(EXTRACTED MATERIAL Opens)

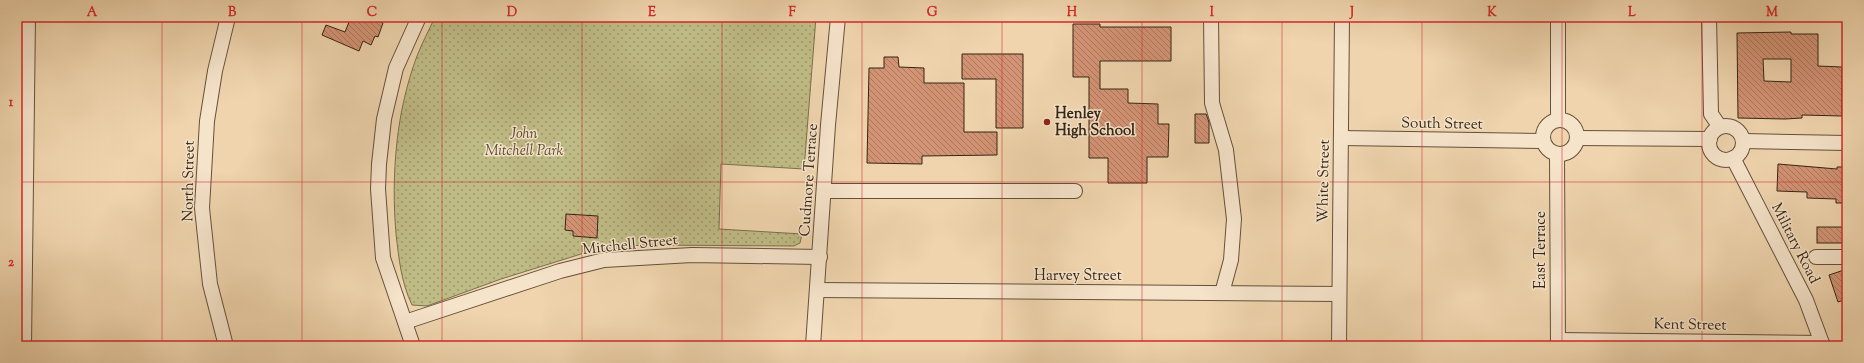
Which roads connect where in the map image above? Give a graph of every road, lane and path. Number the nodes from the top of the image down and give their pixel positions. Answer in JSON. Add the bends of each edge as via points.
{"nodes":[{"id":1,"x":28,"y":17,"type":"edge"},
{"id":2,"x":228,"y":17,"type":"edge"},
{"id":3,"x":419,"y":17,"type":"edge"},
{"id":4,"x":838,"y":17,"type":"edge"},
{"id":5,"x":1210,"y":17,"type":"edge"},
{"id":6,"x":1342,"y":17,"type":"edge"},
{"id":7,"x":1558,"y":17,"type":"edge"},
{"id":8,"x":1709,"y":17,"type":"edge"},
{"id":9,"x":1558,"y":120,"type":"junction"},
{"id":10,"x":22,"y":125,"type":"edge"},
{"id":11,"x":1720,"y":127,"type":"junction"},
{"id":12,"x":1341,"y":138,"type":"junction"},
{"id":13,"x":1577,"y":138,"type":"junction"},
{"id":14,"x":1710,"y":139,"type":"junction"},
{"id":15,"x":1542,"y":141,"type":"junction"},
{"id":16,"x":1743,"y":141,"type":"junction"},
{"id":17,"x":1847,"y":143,"type":"edge"},
{"id":18,"x":1557,"y":154,"type":"junction"},
{"id":19,"x":1733,"y":158,"type":"junction"},
{"id":20,"x":824,"y":191,"type":"junction"},
{"id":21,"x":1075,"y":191,"type":"dead end"},
{"id":22,"x":820,"y":256,"type":"junction"},
{"id":23,"x":1816,"y":257,"type":"dead end"},
{"id":24,"x":1847,"y":257,"type":"edge"},
{"id":25,"x":817,"y":290,"type":"junction"},
{"id":26,"x":1222,"y":293,"type":"junction"},
{"id":27,"x":1339,"y":294,"type":"junction"},
{"id":28,"x":405,"y":322,"type":"junction"},
{"id":29,"x":1558,"y":343,"type":"edge"},
{"id":30,"x":1823,"y":344,"type":"edge"},
{"id":31,"x":24,"y":346,"type":"edge"},
{"id":32,"x":226,"y":346,"type":"edge"},
{"id":33,"x":413,"y":346,"type":"edge"},
{"id":34,"x":812,"y":346,"type":"edge"},
{"id":35,"x":1339,"y":346,"type":"edge"}],
"edges":[{"from":1,"to":10,"type":"street"},
{"from":2,"to":32,"type":"street","name":"North Street","via":[[215,71],[207,121],[202,208],[210,284]]},
{"from":3,"to":28,"type":"street","via":[[396,68],[384,119],[379,164],[378,189],[383,258]]},
{"from":4,"to":20,"type":"street","name":"Cudmore Terrace"},
{"from":5,"to":26,"type":"street","via":[[1212,103],[1226,150],[1234,219],[1231,260]]},
{"from":6,"to":12,"type":"street","name":"White Street"},
{"from":7,"to":9,"type":"street"},
{"from":8,"to":11,"type":"street","via":[[1711,114]]},
{"from":9,"to":13,"type":"street","via":[[1573,127]]},
{"from":9,"to":15,"type":"street","via":[[1547,125]]},
{"from":10,"to":31,"type":"street"},
{"from":11,"to":14,"type":"street"},
{"from":11,"to":16,"type":"street","via":[[1731,127],[1736,130]]},
{"from":12,"to":15,"type":"street","name":"South Street"},
{"from":12,"to":27,"type":"street","name":"White Street"},
{"from":13,"to":14,"type":"street"},
{"from":13,"to":18,"type":"street","via":[[1571,150],[1562,155]]},
{"from":14,"to":19,"type":"street","via":[[1710,150],[1714,155],[1725,159]]},
{"from":15,"to":18,"type":"street","via":[[1548,150]]},
{"from":16,"to":17,"type":"street"},
{"from":16,"to":19,"type":"street","via":[[1741,150]]},
{"from":18,"to":29,"type":"street","name":"East Terrace"},
{"from":19,"to":30,"type":"street","name":"Military Road","via":[[1806,300]]},
{"from":20,"to":21,"type":"street"},
{"from":20,"to":22,"type":"street","name":"Cudmore Terrace"},
{"from":22,"to":25,"type":"street","name":"Cudmore Terrace"},
{"from":22,"to":28,"type":"street","name":"Mitchell Street","via":[[692,255],[604,260],[560,271]]},
{"from":23,"to":24,"type":"street"},
{"from":25,"to":26,"type":"street","name":"Harvey Street"},
{"from":25,"to":34,"type":"street","name":"Cudmore Terrace"},
{"from":26,"to":27,"type":"street","name":"Harvey Street"},
{"from":27,"to":35,"type":"street","name":"White Street"},
{"from":28,"to":33,"type":"street"},
{"from":29,"to":30,"type":"street","name":"Kent Street"}]}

(EXTRACTED MATERIAL Closes)

_PROBLEM REQUIREMENTS_
Every line in the listing above that mentions "Harvey" should be returned.

_EXERCISE ANSWER_
{"from":25,"to":26,"type":"street","name":"Harvey Street"},
{"from":26,"to":27,"type":"street","name":"Harvey Street"},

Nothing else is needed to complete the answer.